Merawat diri sendiri merupakan cara kita untuk menjaga keseimbangan fisik dan emosional. Kita harus menyadari bahwa burnout ini kan memang terjadinya bukan semata hanya lelah fisik saja tetapi juga mental kita. Jadi memberikan jeda bagi keduanya sebelum aktif kembali adalah langkah untuk membebaskan diri dari kondisi burnout yang berkepanjangan. Caranya kita bisa memanfaatkan beberapa hal berikut ini :
  • Tetapkan waktu istirahat yang cukup setiap hari. Selain itu bagai freelancer atau penulis mandiri yang harus mengelola waktunya sendiri pastikan untuk memiliki satu atau dua hari untuk beristirahat. Misalnya saja kalian memilih weekend atau waktu lainnya, disesuaikan dengan kebutuhan kita.
  • Lakukan aktivitas relaksasi seperti meditasi, jalan kaki sambil menikmati alam, menenangkan diri dengan melakukan berbagai macam hobi yang ringan. Paling tidak sempatkan waktu untuk hal-hal yang berbeda dari rutinitas sehari-hari.
  • Makan makanan sehat dan berolahraga secara teratur. Serta jangan lupa mengatur pola serta waktu yang tepat untuk makan dan berolahraga.

Hal paling penting dalam self care adalah kita memahami kapan waktu memulai dan kapan waktu berhenti. Misalnya : meski namanya berolah raga namun jika sebelumnya kita telah melakukan pekerjaan yang terlalu berat dan dilakukan saat larut malam di mana tubuh kita butuh istirahat, tentu ini bisa menimbulkan masalah baru lagi ya ? Bukannya sehat, kita bisa makin tambah sakit. Jadi memahami tubuh kita dan apa saja kebutuhannya merupakan kunci self care yang baik.

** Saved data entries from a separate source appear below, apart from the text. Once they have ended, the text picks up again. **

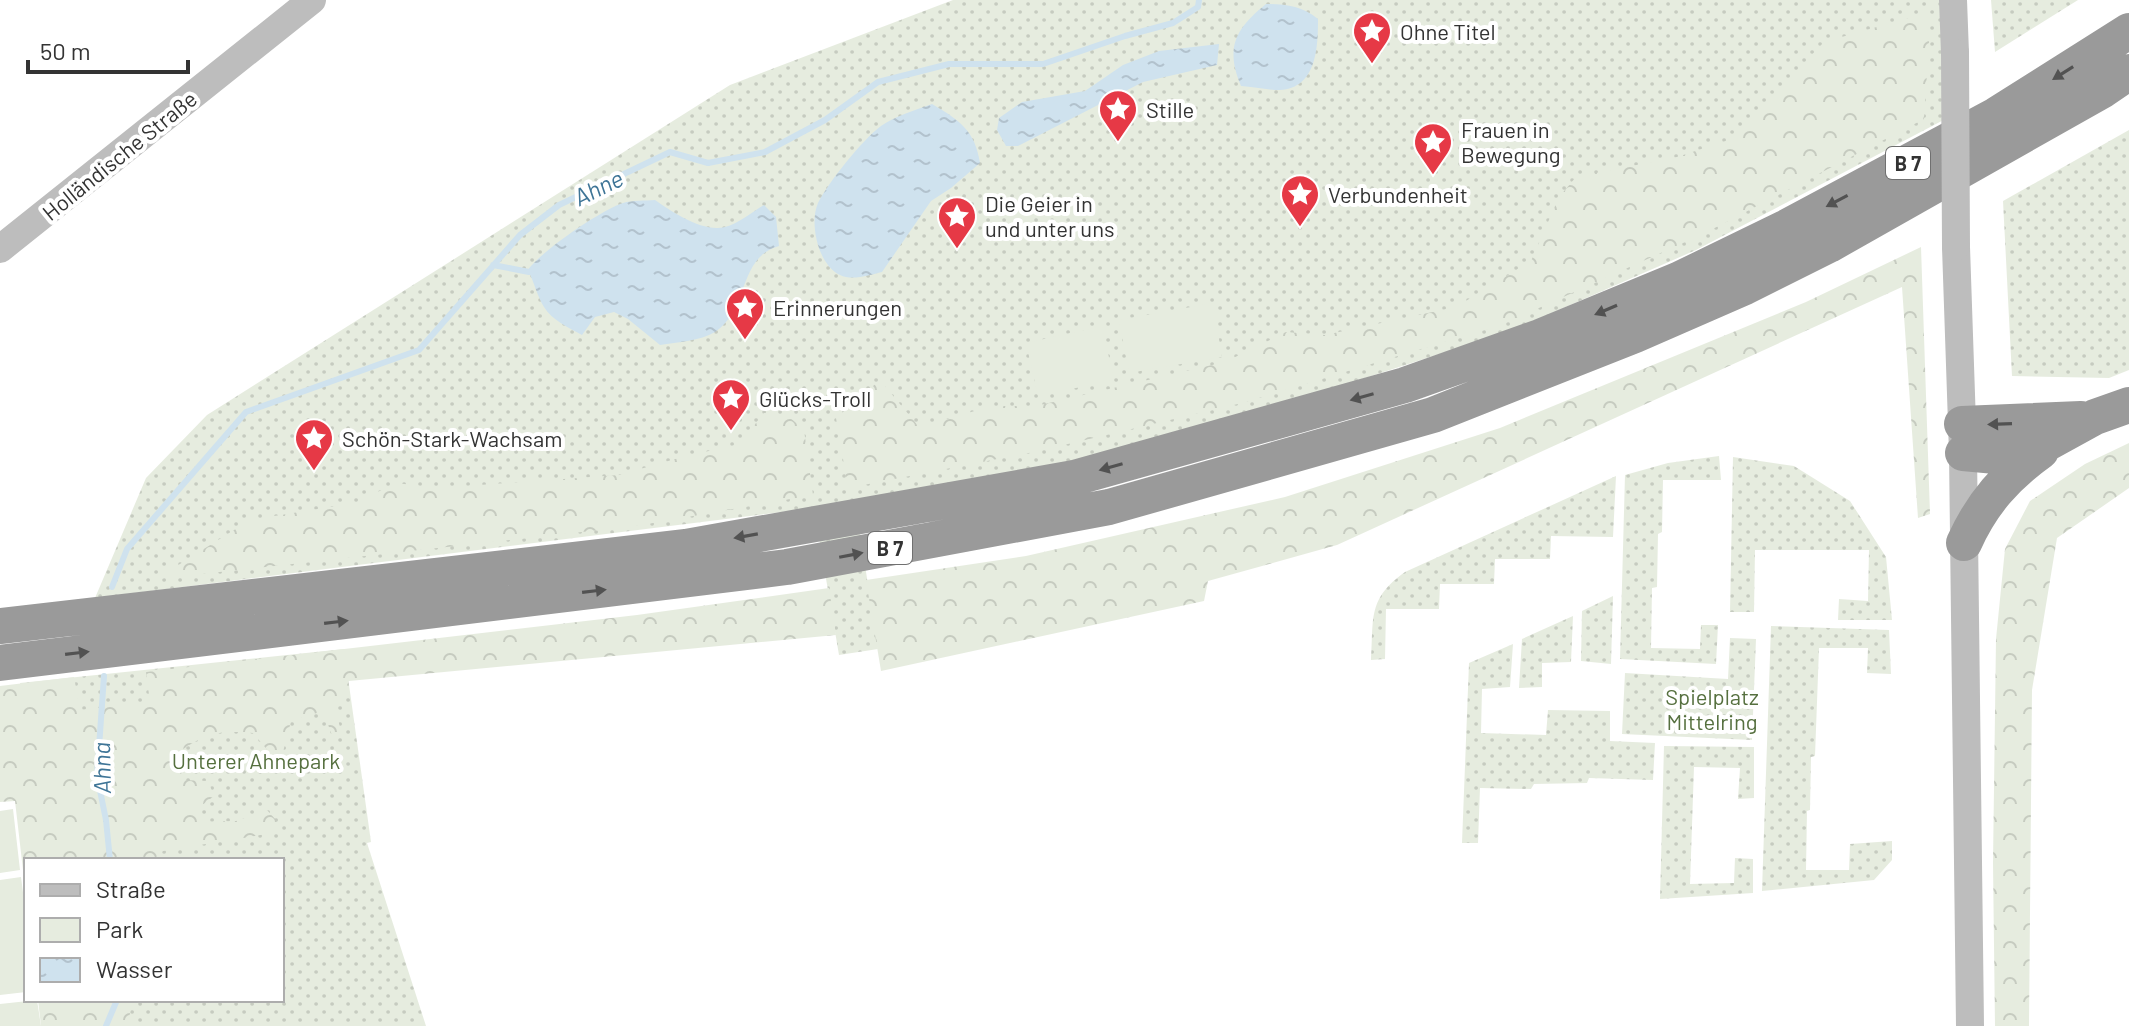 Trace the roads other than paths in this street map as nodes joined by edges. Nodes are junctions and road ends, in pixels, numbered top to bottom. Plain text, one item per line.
1 (312, 0) edge
2 (1953, 0) edge
3 (2129, 31) edge
4 (2120, 83) edge
5 (0, 249) edge
6 (2129, 405) edge
7 (2095, 417) junction
8 (2060, 438) junction
9 (1962, 439) junction
10 (1964, 543) junction
11 (0, 626) edge
12 (0, 663) edge
13 (1970, 1026) edge

1 - 5 main road, Holländische Straße
2 - 9 main road, bridge
3 -> 11 highway, B 7
12 -> 4 highway, B 7
6 - 7 highway
7 - 8 highway
7 -> 9 highway
8 - 9 highway
8 - 10 highway
9 - 10 main road
10 - 13 main road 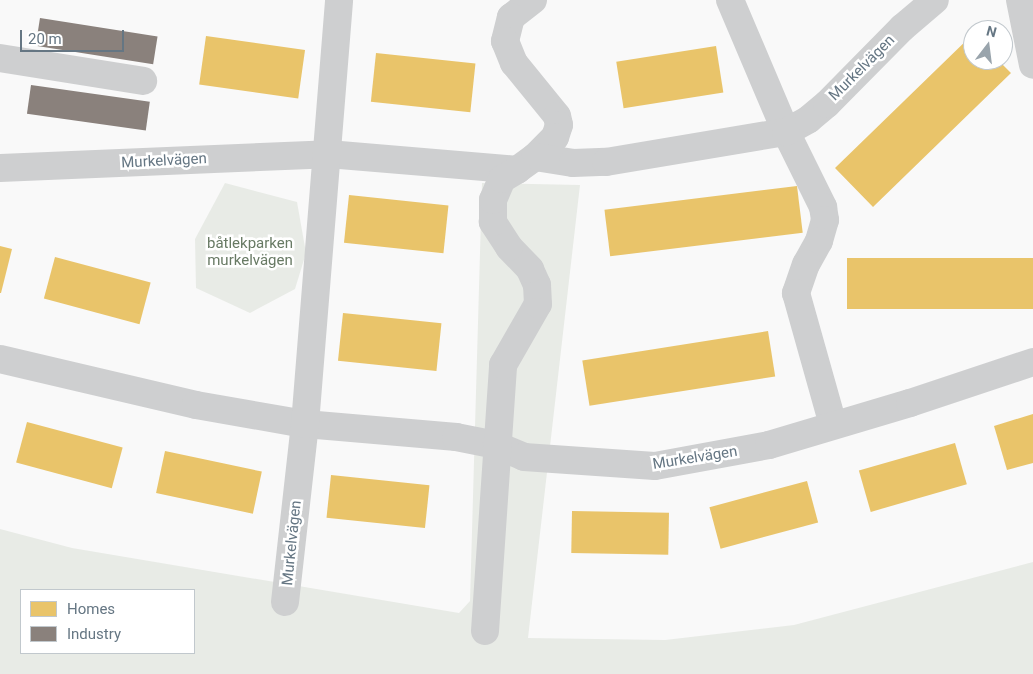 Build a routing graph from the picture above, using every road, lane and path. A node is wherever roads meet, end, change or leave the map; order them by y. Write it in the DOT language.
graph roads {
  1 [pos="339,0"];
  2 [pos="533,0"];
  3 [pos="730,0"];
  4 [pos="935,0"];
  5 [pos="1020,0"];
  6 [pos="0,58"];
  7 [pos="1033,65"];
  8 [pos="143,81"];
  9 [pos="786,132"];
  10 [pos="328,154"];
  11 [pos="526,163"];
  12 [pos="0,168"];
  13 [pos="0,359"];
  14 [pos="1033,362"];
  15 [pos="305,424"];
  16 [pos="833,425"];
  17 [pos="496,446"];
  18 [pos="286,602"];
  19 [pos="485,631"];
  1 -- 10 [label="street, Murkelvägen"];
  2 -- 11 [label="street"];
  3 -- 9 [label="street"];
  4 -- 9 [label="street, Murkelvägen"];
  5 -- 7 [label="street"];
  6 -- 8 [label="street"];
  9 -- 11 [label="street, Murkelvägen"];
  9 -- 16 [label="street"];
  10 -- 11 [label="street, Murkelvägen"];
  10 -- 12 [label="street, Murkelvägen"];
  10 -- 15 [label="street, Murkelvägen"];
  11 -- 17 [label="street"];
  13 -- 15 [label="street, Murkelvägen"];
  14 -- 16 [label="street, Murkelvägen"];
  15 -- 17 [label="street, Murkelvägen"];
  15 -- 18 [label="street, Murkelvägen"];
  16 -- 17 [label="street, Murkelvägen"];
  17 -- 19 [label="street"];
} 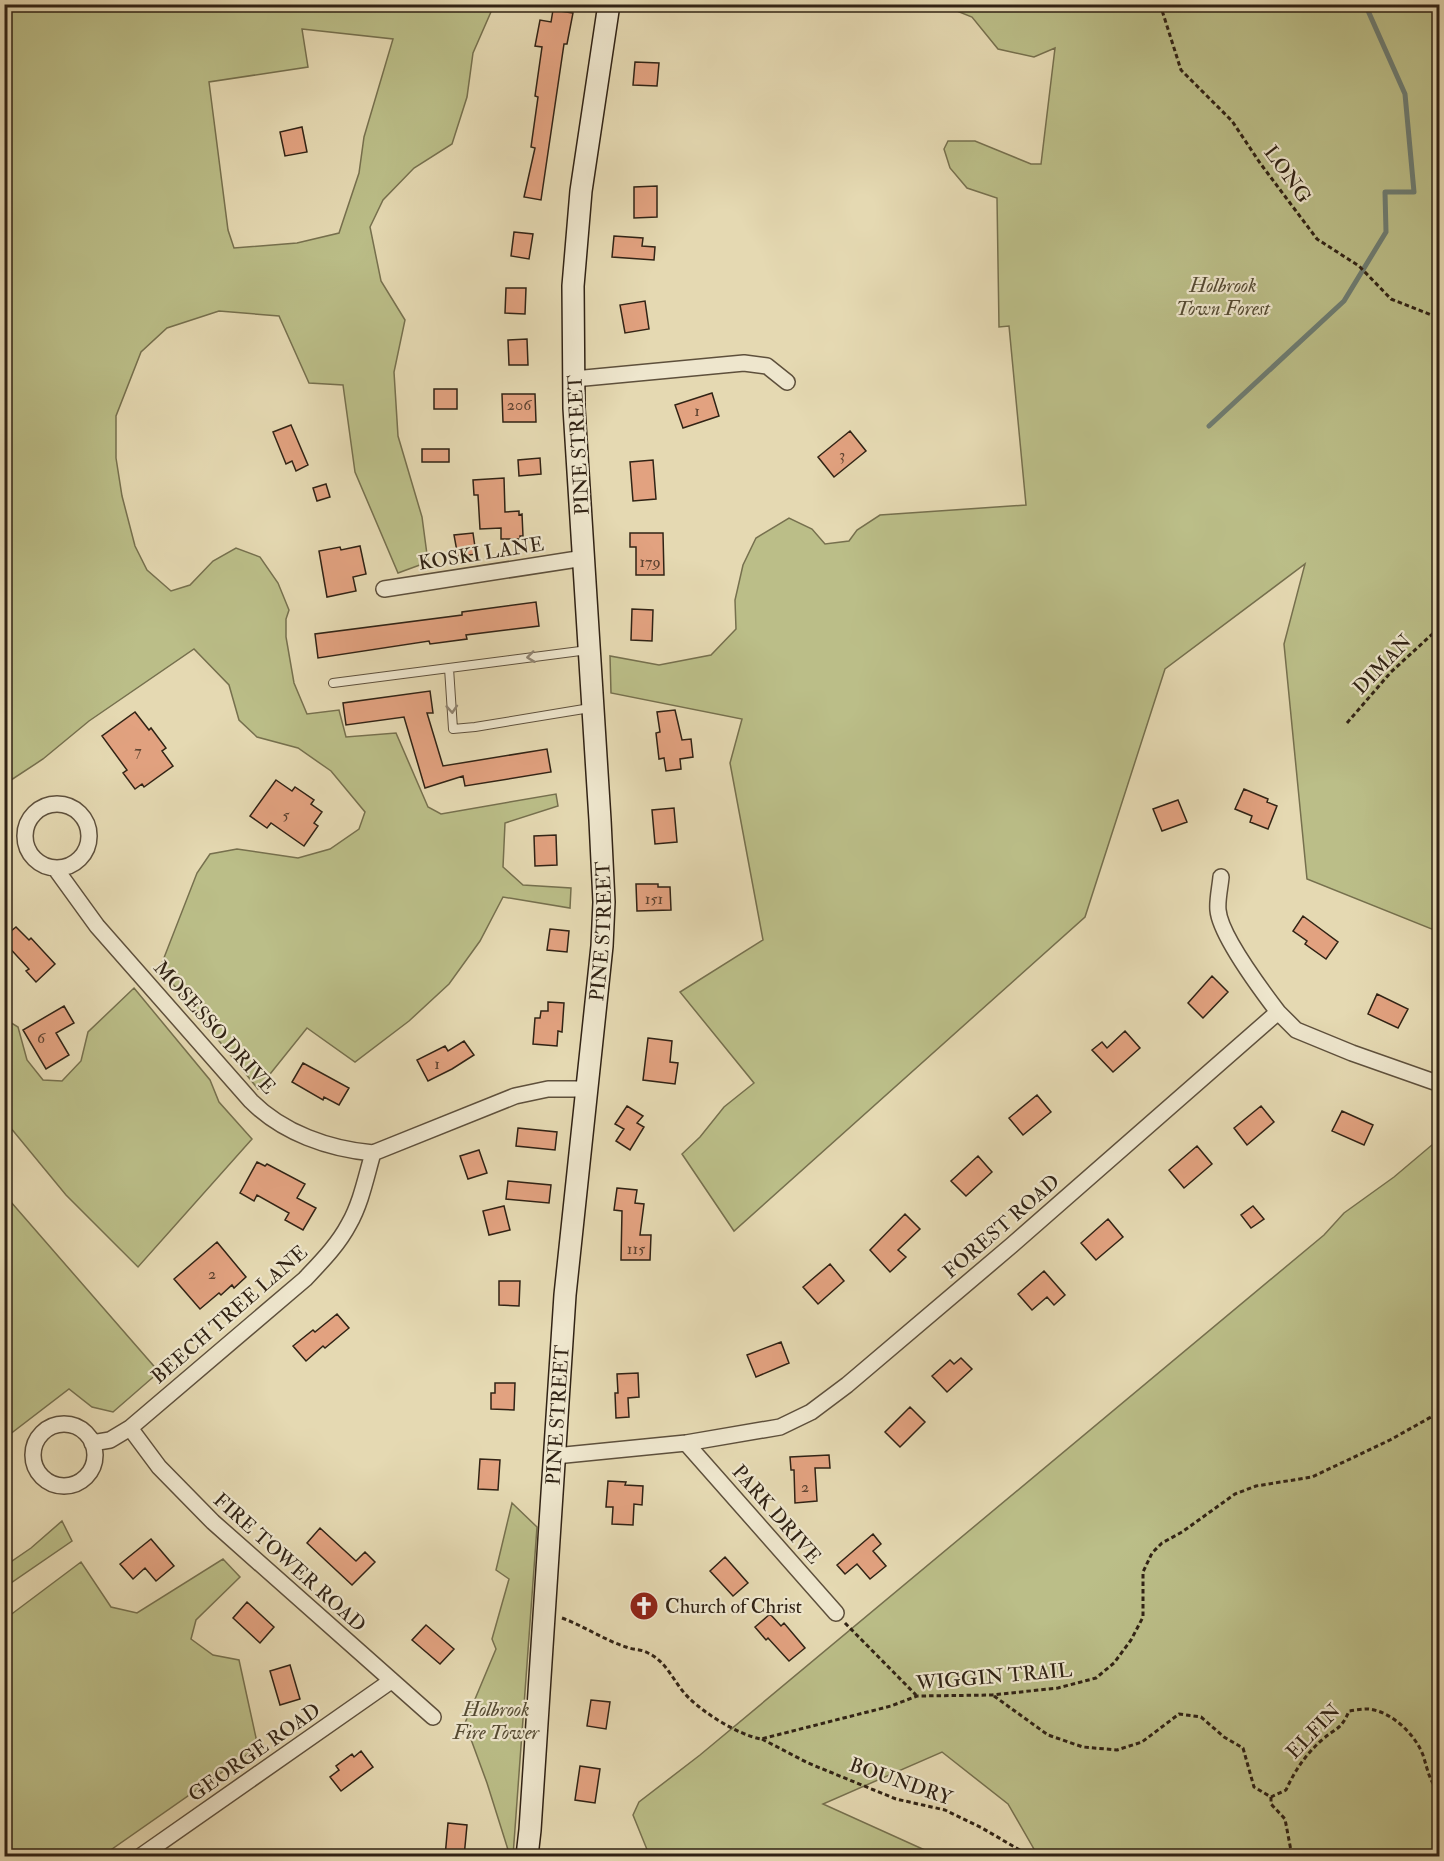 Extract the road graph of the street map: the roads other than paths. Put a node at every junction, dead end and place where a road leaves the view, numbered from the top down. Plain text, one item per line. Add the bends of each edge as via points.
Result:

3. Ciptakan Quality Time Atau Buat Intermeso

Ciptakan Quality Time Dan Self Care

Membangun jaringan dukungan untuk berbagi pengalaman dan mendapatkan dukungan agar kita bisa termotivasi. Meski cara ini tidak bisa diterapkan ke semua orang. Bagi seorang introver seperti saya, kesendirian dan Quality time sama diri sendiri adalah cara terbaik untuk memulihkan energi. Kadang saya justru merasa sangat lelah bisa sering berinteraksi dengan orang lain. Saya selalu membutuhkan waktu sendiri untuk memulihkan energi dan produktif.

Ada orang-orang yang bisa kembali semangat dan produktif ketika ia bertemu dengan orang yang sefrekuensi dengannya. Tetapi bagi saya justru ini sebaliknya. Saya pernah bergabung dengan komunitas dan aktif di dalamnya, yang justru kemudian membuat saya lelah dan tak termotivasi. Sehingga kemudian saya memahami bahwa untuk bisa kreatif, kritis dan produktif justru saya harus sendiri. 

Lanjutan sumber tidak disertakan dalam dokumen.